However, Ms. Doster's affidavit is already part of the record in this case. The record shows that at a hearing held on September 19, 2000 in the Butts County Superior Court, Thomas Dunn of the Georgia Resource Center submitted an "Amendment to Petition for Writ of Habeas Corpus." (Resp't Ex. 52, p. 56). Claim II of this amendment contained the allegation that "[t]he State knowingly or negligently presented false testimony in pretrial and trial proceedings, and there is a reasonable likelihood that the false testimony could have affected the judgment of the trial court/factfinder at trial." (Resp't Ex. 52, p. 68). Mr. Dunn also submitted the following documents to the habeas court: (1) Mary Samantha Doster's June 15, 2000 Affidavit; (2) a Notice of Intent to Rely Upon Affidavits; and (3) Petitioner's Witness List that contained the name and address of Mary Samantha Doster, as well as numerous other witnesses. (Resp't Ex. 52). Mr. Dunn explained that if he represented Petitioner these are the documents that he would present. (Resp't Ex. 52, p. 8, 35-36).

At this hearing, however, Petitioner informed the state court that he did not want any assistance from Mr. Dunn or the Georgia Resource Center, and he wanted the court to rely solely on his pro se filings. (Resp't Ex. 52, p. 19-21, 24-25). In other words, Petitioner refused to allow his state habeas corpus petition to be amended to include the claim of prosecutorial misconduct (Claim Two). However, Petitioner did tell the court that he wanted to file the affidavit that Mr. Dunn presented to the court. (Resp't Ex. 52, p. 54-55). Therefore, Mary Samantha Doster's affidavit is in the record and this Court does not need to hold an evidentiary hearing to receive evidence that is already before it.

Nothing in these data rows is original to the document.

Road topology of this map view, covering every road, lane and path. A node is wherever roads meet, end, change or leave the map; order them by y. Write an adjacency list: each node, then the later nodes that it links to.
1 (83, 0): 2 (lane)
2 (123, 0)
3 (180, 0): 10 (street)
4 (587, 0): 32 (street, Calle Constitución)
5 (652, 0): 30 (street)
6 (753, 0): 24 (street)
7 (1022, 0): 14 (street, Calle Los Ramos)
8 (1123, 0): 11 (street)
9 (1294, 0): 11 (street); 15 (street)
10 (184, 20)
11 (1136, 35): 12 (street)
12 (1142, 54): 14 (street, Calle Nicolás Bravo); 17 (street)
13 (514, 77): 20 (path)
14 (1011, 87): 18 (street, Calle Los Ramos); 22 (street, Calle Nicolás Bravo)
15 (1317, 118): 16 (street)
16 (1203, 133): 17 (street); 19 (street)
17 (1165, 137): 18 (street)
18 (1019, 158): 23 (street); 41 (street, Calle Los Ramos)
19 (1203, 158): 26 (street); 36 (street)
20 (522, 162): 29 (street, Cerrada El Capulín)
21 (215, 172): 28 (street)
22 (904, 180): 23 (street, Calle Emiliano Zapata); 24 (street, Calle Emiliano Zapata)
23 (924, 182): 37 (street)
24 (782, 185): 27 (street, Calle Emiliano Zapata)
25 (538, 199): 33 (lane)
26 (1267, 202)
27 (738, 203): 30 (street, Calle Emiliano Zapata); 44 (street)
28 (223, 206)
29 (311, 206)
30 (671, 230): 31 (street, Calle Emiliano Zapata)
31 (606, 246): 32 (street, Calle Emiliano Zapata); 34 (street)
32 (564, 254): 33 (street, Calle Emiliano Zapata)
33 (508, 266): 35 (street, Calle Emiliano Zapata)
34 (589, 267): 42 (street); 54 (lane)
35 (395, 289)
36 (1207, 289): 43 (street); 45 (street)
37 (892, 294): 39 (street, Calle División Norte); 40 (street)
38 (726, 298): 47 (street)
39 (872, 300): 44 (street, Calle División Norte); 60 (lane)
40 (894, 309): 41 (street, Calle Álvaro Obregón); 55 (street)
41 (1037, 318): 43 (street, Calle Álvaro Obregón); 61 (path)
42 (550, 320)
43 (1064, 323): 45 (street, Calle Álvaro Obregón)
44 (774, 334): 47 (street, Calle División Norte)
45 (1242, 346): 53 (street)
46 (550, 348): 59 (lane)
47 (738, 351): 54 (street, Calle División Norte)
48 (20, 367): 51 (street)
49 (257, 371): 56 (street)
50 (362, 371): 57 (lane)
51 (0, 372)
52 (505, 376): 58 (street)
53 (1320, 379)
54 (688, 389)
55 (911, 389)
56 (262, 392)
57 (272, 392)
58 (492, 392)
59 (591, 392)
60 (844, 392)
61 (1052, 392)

To the extent that Petitioner wants to introduce additional testimony or evidence that was not presented at the state level, such evidence "could . . . [be] the subject of an evidentiary hearing by the District Court . . . only if [Petitioner] was not at fault in failing to develop that evidence in state court." Holland v. Jackson, 542 U.S. 649, 652-53 (2004). The record in this case shows that, prior to filing his federal habeas petition, Petitioner filed three state habeas corpus petitions. (Resp't Exs. 34, 37). Additionally, the state court held numerous hearings. (Resp't Exs. 37, 50, 52). The transcript from the September 19, 2000 hearing shows that Petitioner was well aware of Ms. Doster's affidavit and the fact that she had changed her story regarding Petitioner's involvement in the murder of Eddie Tucker. (Resp't Ex. 52). In an October 31, 2000 letter, Thomas Dunn informed Petitioner of the upcoming state evidentiary hearing and told Petitioner that he needed to call witnesses at the hearing, and rely on the affidavits that Mr. Dunn had submitted at the September 12, 2000 hearing. (Resp't Ex. 37 p. 316). The Butts County Superior Court did hold the evidentiary hearing on February 1, 2001. The court informed Petitioner that he could call any witnesses he wanted. (Resp't Ex. 37, p. 6). Petitioner, who insisted on acting pro se, failed to call any witnesses (other than himself).

This does not include the fourth state habeas corpus petition that Petitioner recently filed in the Butts County Superior Court on May 23, 2005, which was dismissed as successive.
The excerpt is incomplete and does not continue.